You don’t even tell me which entry to read so I’m just reading page after page of heinous shit that I can’t talk to anyone about. ”
“I thought you wanted to know everything.” He frowned.
“I do, but Alfie, how would you like to sit and read book after book about me being beaten on and abused and hooking up with other people and you can’t do anything about it or tell anyone.”
“I thought I was doing the right thing.” He looked so confused. I sighed. I felt for him, I really did. He was trying so hard.
“The gesture was right but this big secret, the one I don’t know yet, that needs to be a conversation.
Not a hushed secret your past self whispers to me that I have to deal with on my own.
” Silence fell over us. His gaze ran over my scantily clad body and I shivered.
The tequila had long since worn off and no longer warmed me.
“Are you sure you want to do this? You can’t unhear what I tell you.” His words frightened me. I steeled my nerves. I had to know.
“I can take it.”
“I don’t think I can take seeing the look on your face when you find out what I’ve done.” He looked like a man resigned to his fate. “Can I tell you in the dark? With the lights turned off?” This was his compromise. Slowly, I nodded.
“Yes.”
“Fine. But not here.” He stood, a stoic determination on his face. His gaze darkened as he uttered a word I’d heard from his lips a thousand times. “Come.”

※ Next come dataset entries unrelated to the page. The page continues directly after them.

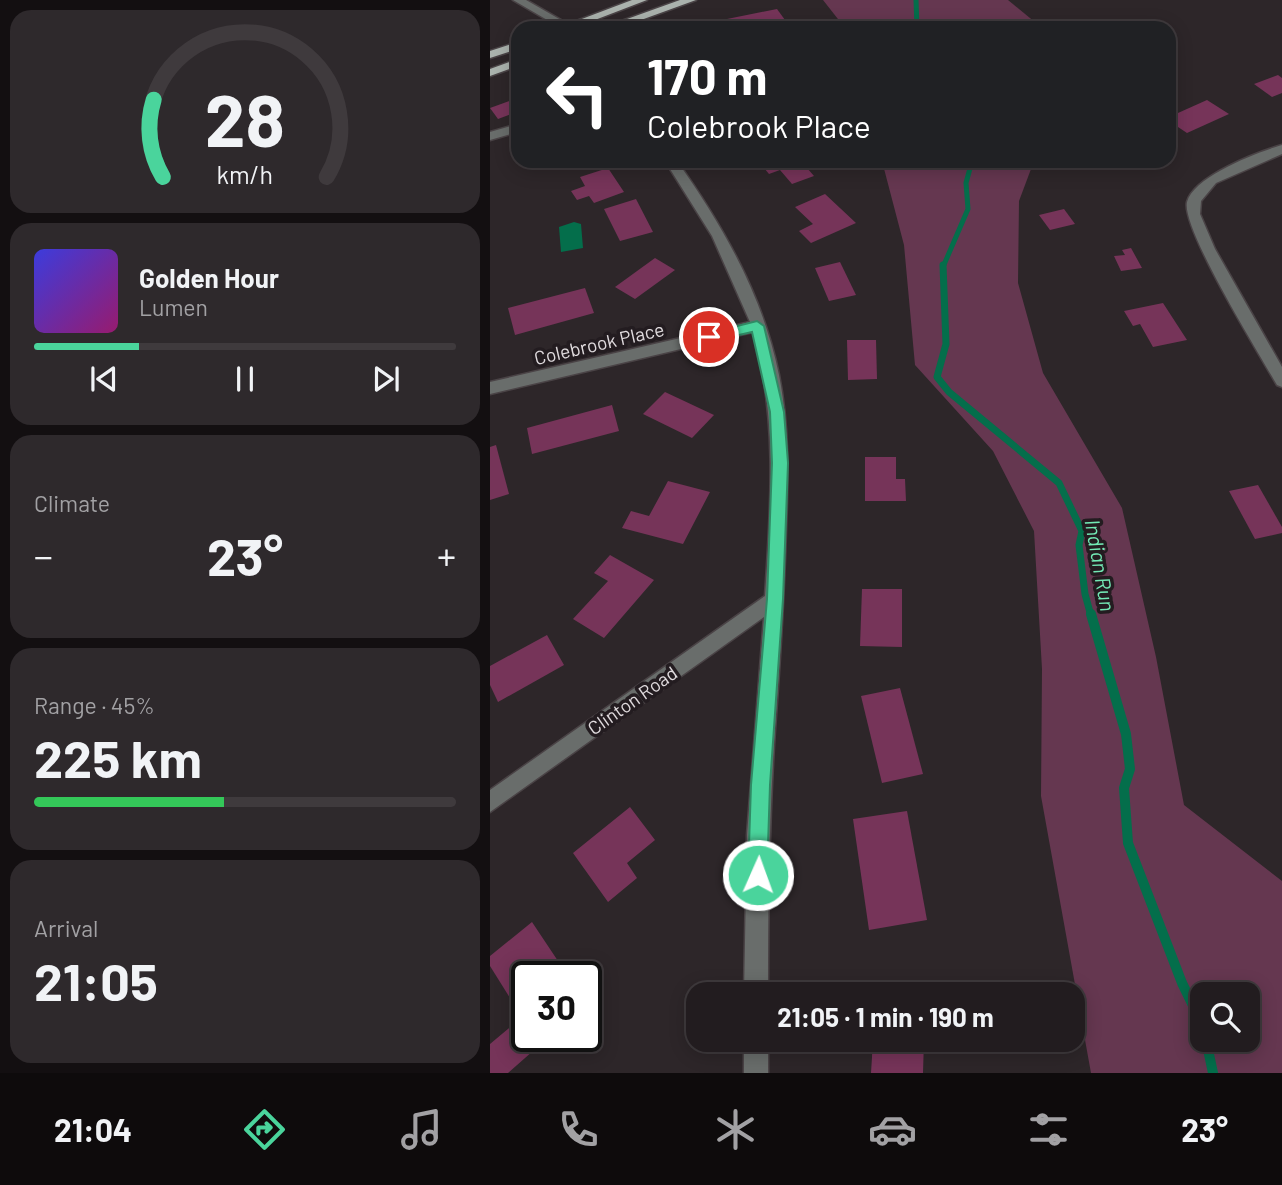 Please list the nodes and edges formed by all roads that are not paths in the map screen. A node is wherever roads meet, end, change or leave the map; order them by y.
1 (518, 0) edge
2 (642, 0) edge
3 (691, 0) edge
4 (556, 21) edge
5 (584, 21) edge
6 (629, 21) edge
7 (511, 48) edge
8 (490, 55) edge
9 (511, 65) edge
10 (490, 73) edge
11 (511, 130) edge
12 (490, 136) edge
13 (1282, 149) edge
14 (675, 168) edge
15 (757, 326) junction
16 (1282, 381) edge
17 (490, 388) edge
18 (775, 599) junction
19 (490, 802) edge
20 (756, 982) edge
21 (756, 1052) edge
22 (756, 1073) edge

1 - 4 street
2 - 5 main road
3 - 6 main road
7 - 8 main road
9 - 10 main road
11 - 12 street
13 - 16 street
14 - 15 street
15 - 17 street, Colebrook Place
15 - 18 street
18 - 19 street, Clinton Road
18 - 20 street
21 - 22 street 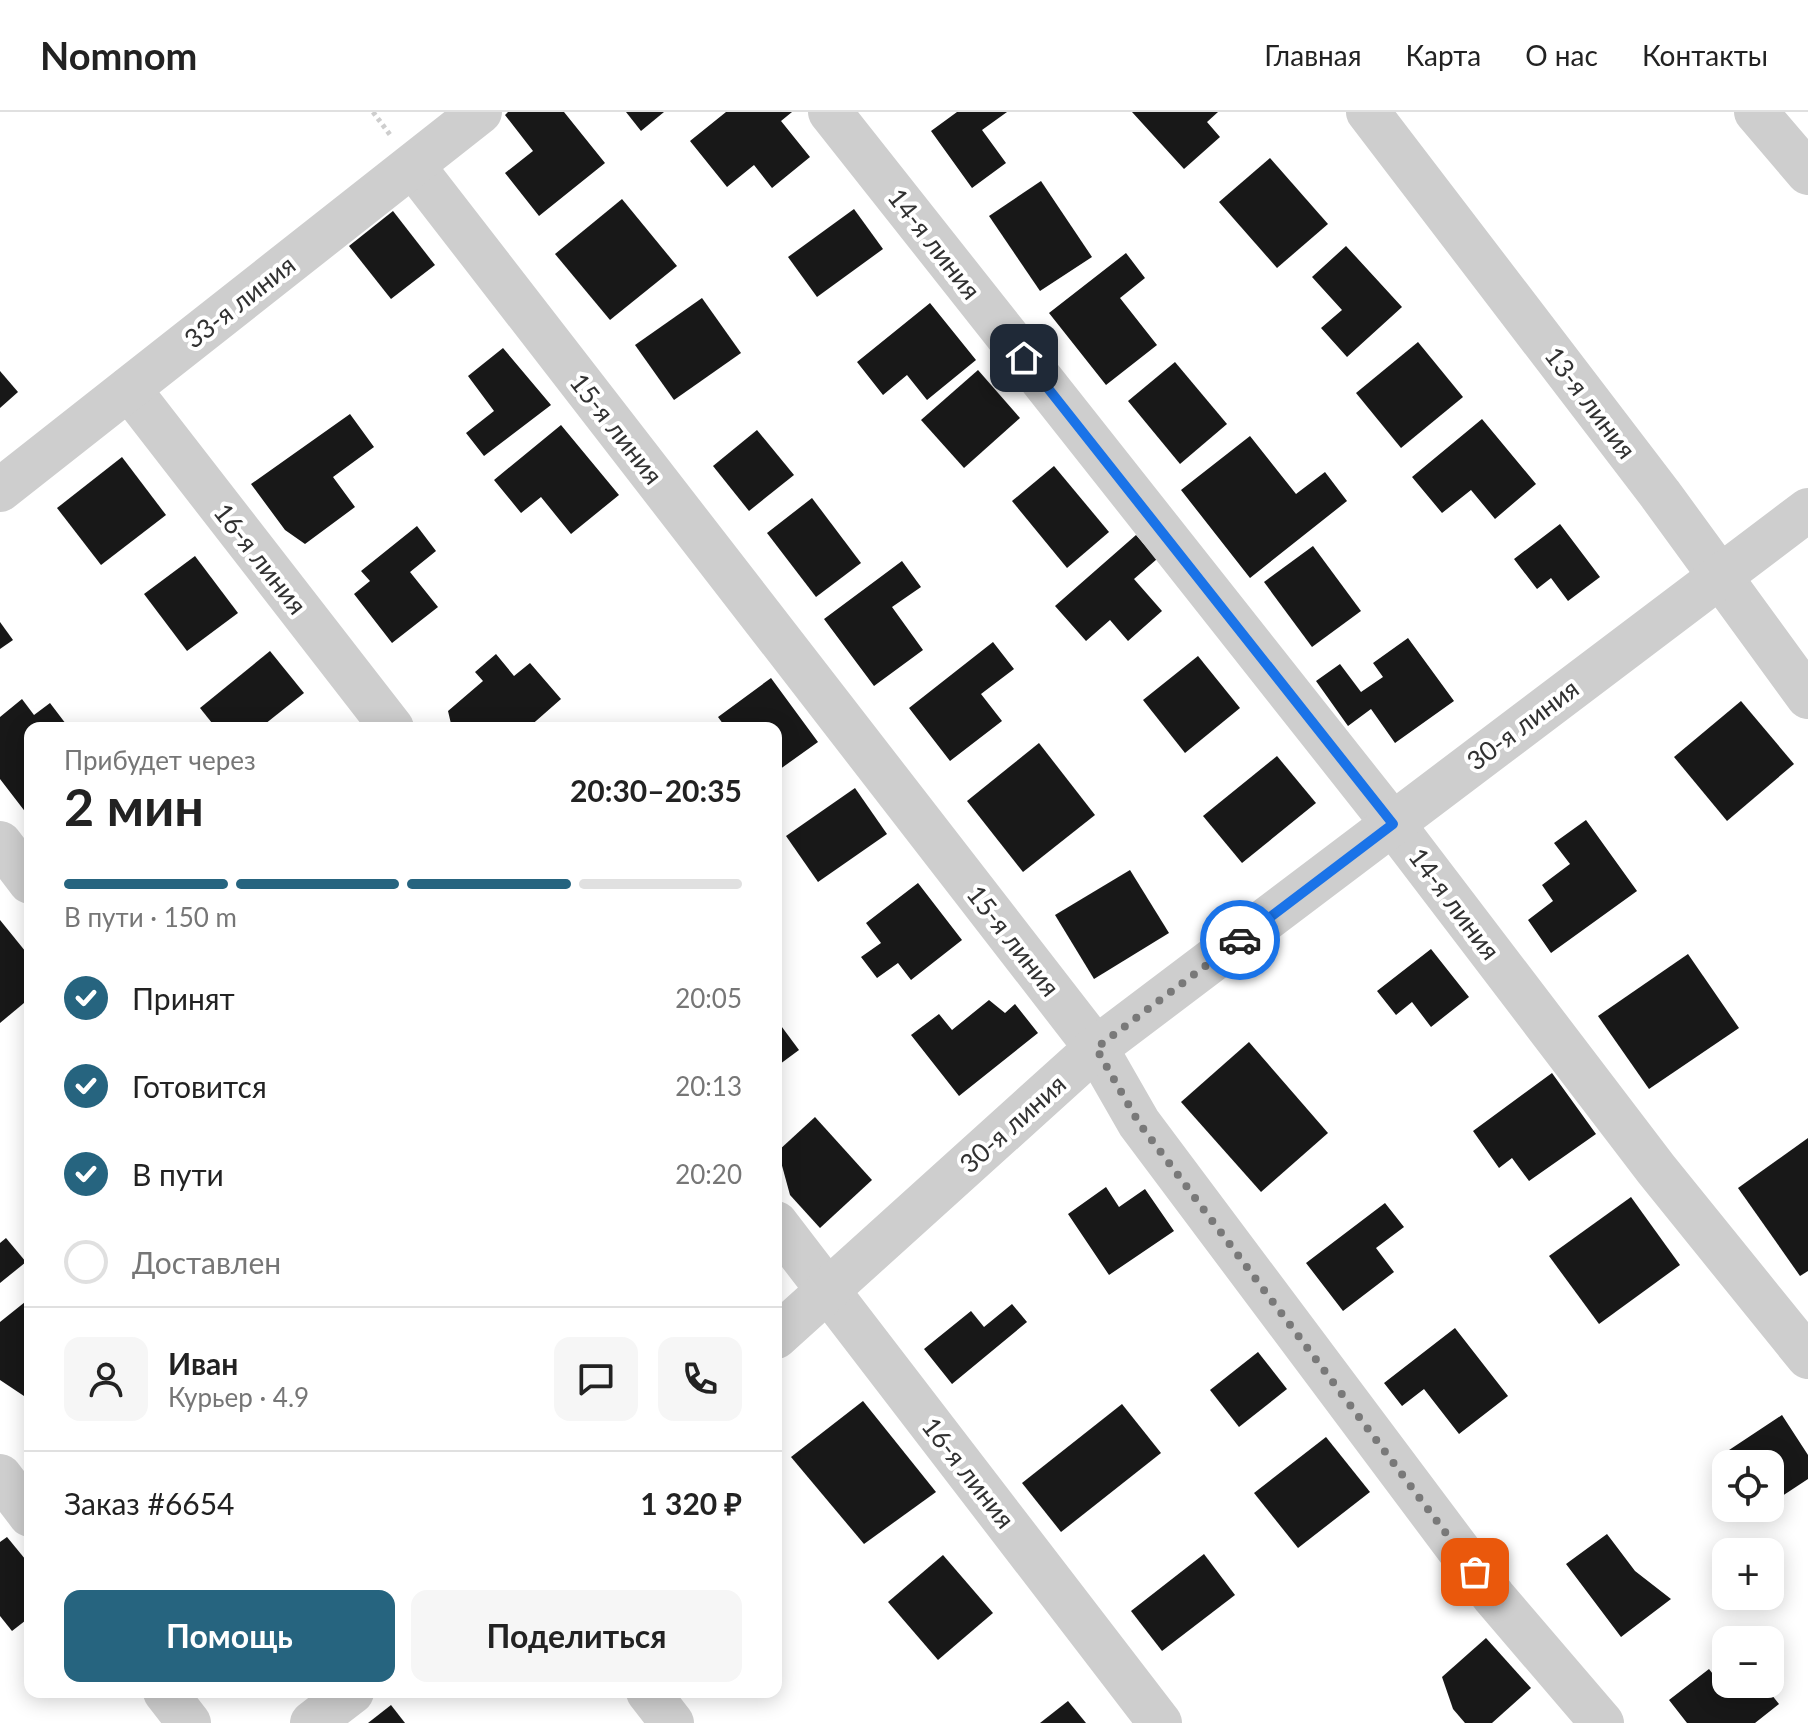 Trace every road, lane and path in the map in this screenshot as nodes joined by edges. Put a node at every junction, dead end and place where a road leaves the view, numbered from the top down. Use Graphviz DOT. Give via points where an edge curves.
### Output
graph roads {
  1 [pos="480,112"];
  2 [pos="830,112"];
  3 [pos="1368,112"];
  4 [pos="1756,112"];
  5 [pos="413,166"];
  6 [pos="1808,173"];
  7 [pos="129,389"];
  8 [pos="0,490"];
  9 [pos="1808,510"];
  10 [pos="1720,577"];
  11 [pos="1808,697"];
  12 [pos="387,722"];
  13 [pos="1393,824"];
  14 [pos="0,843"];
  15 [pos="24,874"];
  16 [pos="1096,1048"];
  17 [pos="782,1231"];
  18 [pos="828,1291"];
  19 [pos="782,1332"];
  20 [pos="1808,1357"];
  21 [pos="1,1480"];
  22 [pos="24,1508"];
  23 [pos="170,1698"];
  24 [pos="344,1698"];
  25 [pos="653,1698"];
  26 [pos="189,1723"];
  27 [pos="312,1723"];
  28 [pos="672,1723"];
  29 [pos="1160,1723"];
  30 [pos="1602,1723"];
  1 -- 5 [label="street, 33-я линия"];
  2 -- 13 [label="street, 14-я линия"];
  3 -- 10 [label="street, 13-я линия"];
  4 -- 6 [label="street"];
  5 -- 7 [label="street, 33-я линия"];
  5 -- 16 [label="street, 15-я линия"];
  7 -- 8 [label="street, 33-я линия"];
  7 -- 12 [label="street, 16-я линия"];
  9 -- 10 [label="street, 30-я линия"];
  10 -- 11 [label="street, 13-я линия"];
  10 -- 13 [label="street, 30-я линия"];
  13 -- 16 [label="street, 30-я линия"];
  13 -- 20 [label="street, 14-я линия" via="1656,1169"];
  14 -- 15 [label="street"];
  16 -- 18 [label="street, 30-я линия"];
  16 -- 30 [label="street, 15-я линия" via="1139,1123 1494,1597"];
  17 -- 18 [label="street, 16-я линия"];
  18 -- 19 [label="street, 30-я линия"];
  18 -- 29 [label="street, 16-я линия"];
  21 -- 22 [label="street"];
  23 -- 26 [label="street"];
  24 -- 27 [label="street"];
  25 -- 28 [label="street"];
}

I followed him out of the room, Elliot following after us carrying the chest. We exited a different way, and ten minutes later I found myself in a private area of an underground car park. Elliot put the chest in the boot and left us to it with a nod to Alfie.
Alfie opened the passenger door of the sleek vehicle. With a deep breath, I got in. Instantly, his scent enveloped me. The hair on the back of my arms rose up. I was so fucked. I calmed myself, carefully moving my mask into place as I had practiced so many times.
Alfie slid in beside me and navigated us out onto the empty city streets. I’d forgotten how attractive it was watching Alfie drive.
“So, where are we going?” I asked, shaking myself out of my dangerous thoughts.
“My house.” A small smile lifted his lips at my shocked expression. “You’re going to hate it.”